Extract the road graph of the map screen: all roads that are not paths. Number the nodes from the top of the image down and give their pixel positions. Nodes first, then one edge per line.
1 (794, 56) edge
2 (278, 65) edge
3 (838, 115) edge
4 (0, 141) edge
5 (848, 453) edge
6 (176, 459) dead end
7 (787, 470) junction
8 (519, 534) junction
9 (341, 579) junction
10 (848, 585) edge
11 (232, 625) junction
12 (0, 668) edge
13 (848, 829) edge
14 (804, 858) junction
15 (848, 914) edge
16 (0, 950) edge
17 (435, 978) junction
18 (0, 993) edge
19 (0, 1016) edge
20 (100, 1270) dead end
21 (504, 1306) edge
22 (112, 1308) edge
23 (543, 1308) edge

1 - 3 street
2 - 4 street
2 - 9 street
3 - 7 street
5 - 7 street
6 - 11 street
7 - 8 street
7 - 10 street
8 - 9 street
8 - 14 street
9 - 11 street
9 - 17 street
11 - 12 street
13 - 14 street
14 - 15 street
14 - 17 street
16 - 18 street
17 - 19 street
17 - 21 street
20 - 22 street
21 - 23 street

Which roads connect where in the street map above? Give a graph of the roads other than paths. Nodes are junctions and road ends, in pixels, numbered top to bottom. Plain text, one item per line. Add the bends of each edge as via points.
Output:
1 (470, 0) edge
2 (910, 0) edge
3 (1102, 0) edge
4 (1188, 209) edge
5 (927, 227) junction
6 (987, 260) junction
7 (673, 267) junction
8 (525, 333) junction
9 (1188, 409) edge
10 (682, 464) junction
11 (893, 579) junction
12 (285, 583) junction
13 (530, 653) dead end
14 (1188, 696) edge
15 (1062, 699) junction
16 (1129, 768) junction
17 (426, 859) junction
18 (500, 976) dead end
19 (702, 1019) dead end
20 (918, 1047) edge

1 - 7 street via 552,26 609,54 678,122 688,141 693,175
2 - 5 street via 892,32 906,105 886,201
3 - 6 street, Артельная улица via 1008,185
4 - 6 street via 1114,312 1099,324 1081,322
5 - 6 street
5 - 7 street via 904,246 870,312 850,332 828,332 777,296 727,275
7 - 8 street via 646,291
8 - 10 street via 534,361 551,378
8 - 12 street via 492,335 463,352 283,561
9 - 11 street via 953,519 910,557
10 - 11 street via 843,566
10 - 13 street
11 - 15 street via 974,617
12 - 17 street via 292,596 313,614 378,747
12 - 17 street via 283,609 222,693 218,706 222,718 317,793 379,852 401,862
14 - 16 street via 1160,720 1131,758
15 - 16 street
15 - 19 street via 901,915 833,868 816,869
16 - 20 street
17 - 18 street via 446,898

WORK TASK => What is needed is an exact transcription of every record above.

RESPONSE FOR THIS EXERCISE =>
Extract the road graph of the map screen: all roads that are not paths. Number the nodes from the top of the image down and give their pixel positions. Nodes first, then one edge per line.
1 (794, 56) edge
2 (278, 65) edge
3 (838, 115) edge
4 (0, 141) edge
5 (848, 453) edge
6 (176, 459) dead end
7 (787, 470) junction
8 (519, 534) junction
9 (341, 579) junction
10 (848, 585) edge
11 (232, 625) junction
12 (0, 668) edge
13 (848, 829) edge
14 (804, 858) junction
15 (848, 914) edge
16 (0, 950) edge
17 (435, 978) junction
18 (0, 993) edge
19 (0, 1016) edge
20 (100, 1270) dead end
21 (504, 1306) edge
22 (112, 1308) edge
23 (543, 1308) edge

1 - 3 street
2 - 4 street
2 - 9 street
3 - 7 street
5 - 7 street
6 - 11 street
7 - 8 street
7 - 10 street
8 - 9 street
8 - 14 street
9 - 11 street
9 - 17 street
11 - 12 street
13 - 14 street
14 - 15 street
14 - 17 street
16 - 18 street
17 - 19 street
17 - 21 street
20 - 22 street
21 - 23 street

Which roads connect where in the street map above? Give a graph of the roads other than paths. Nodes are junctions and road ends, in pixels, numbered top to bottom. Plain text, one item per line. Add the bends of each edge as via points.
Output:
1 (470, 0) edge
2 (910, 0) edge
3 (1102, 0) edge
4 (1188, 209) edge
5 (927, 227) junction
6 (987, 260) junction
7 (673, 267) junction
8 (525, 333) junction
9 (1188, 409) edge
10 (682, 464) junction
11 (893, 579) junction
12 (285, 583) junction
13 (530, 653) dead end
14 (1188, 696) edge
15 (1062, 699) junction
16 (1129, 768) junction
17 (426, 859) junction
18 (500, 976) dead end
19 (702, 1019) dead end
20 (918, 1047) edge

1 - 7 street via 552,26 609,54 678,122 688,141 693,175
2 - 5 street via 892,32 906,105 886,201
3 - 6 street, Артельная улица via 1008,185
4 - 6 street via 1114,312 1099,324 1081,322
5 - 6 street
5 - 7 street via 904,246 870,312 850,332 828,332 777,296 727,275
7 - 8 street via 646,291
8 - 10 street via 534,361 551,378
8 - 12 street via 492,335 463,352 283,561
9 - 11 street via 953,519 910,557
10 - 11 street via 843,566
10 - 13 street
11 - 15 street via 974,617
12 - 17 street via 292,596 313,614 378,747
12 - 17 street via 283,609 222,693 218,706 222,718 317,793 379,852 401,862
14 - 16 street via 1160,720 1131,758
15 - 16 street
15 - 19 street via 901,915 833,868 816,869
16 - 20 street
17 - 18 street via 446,898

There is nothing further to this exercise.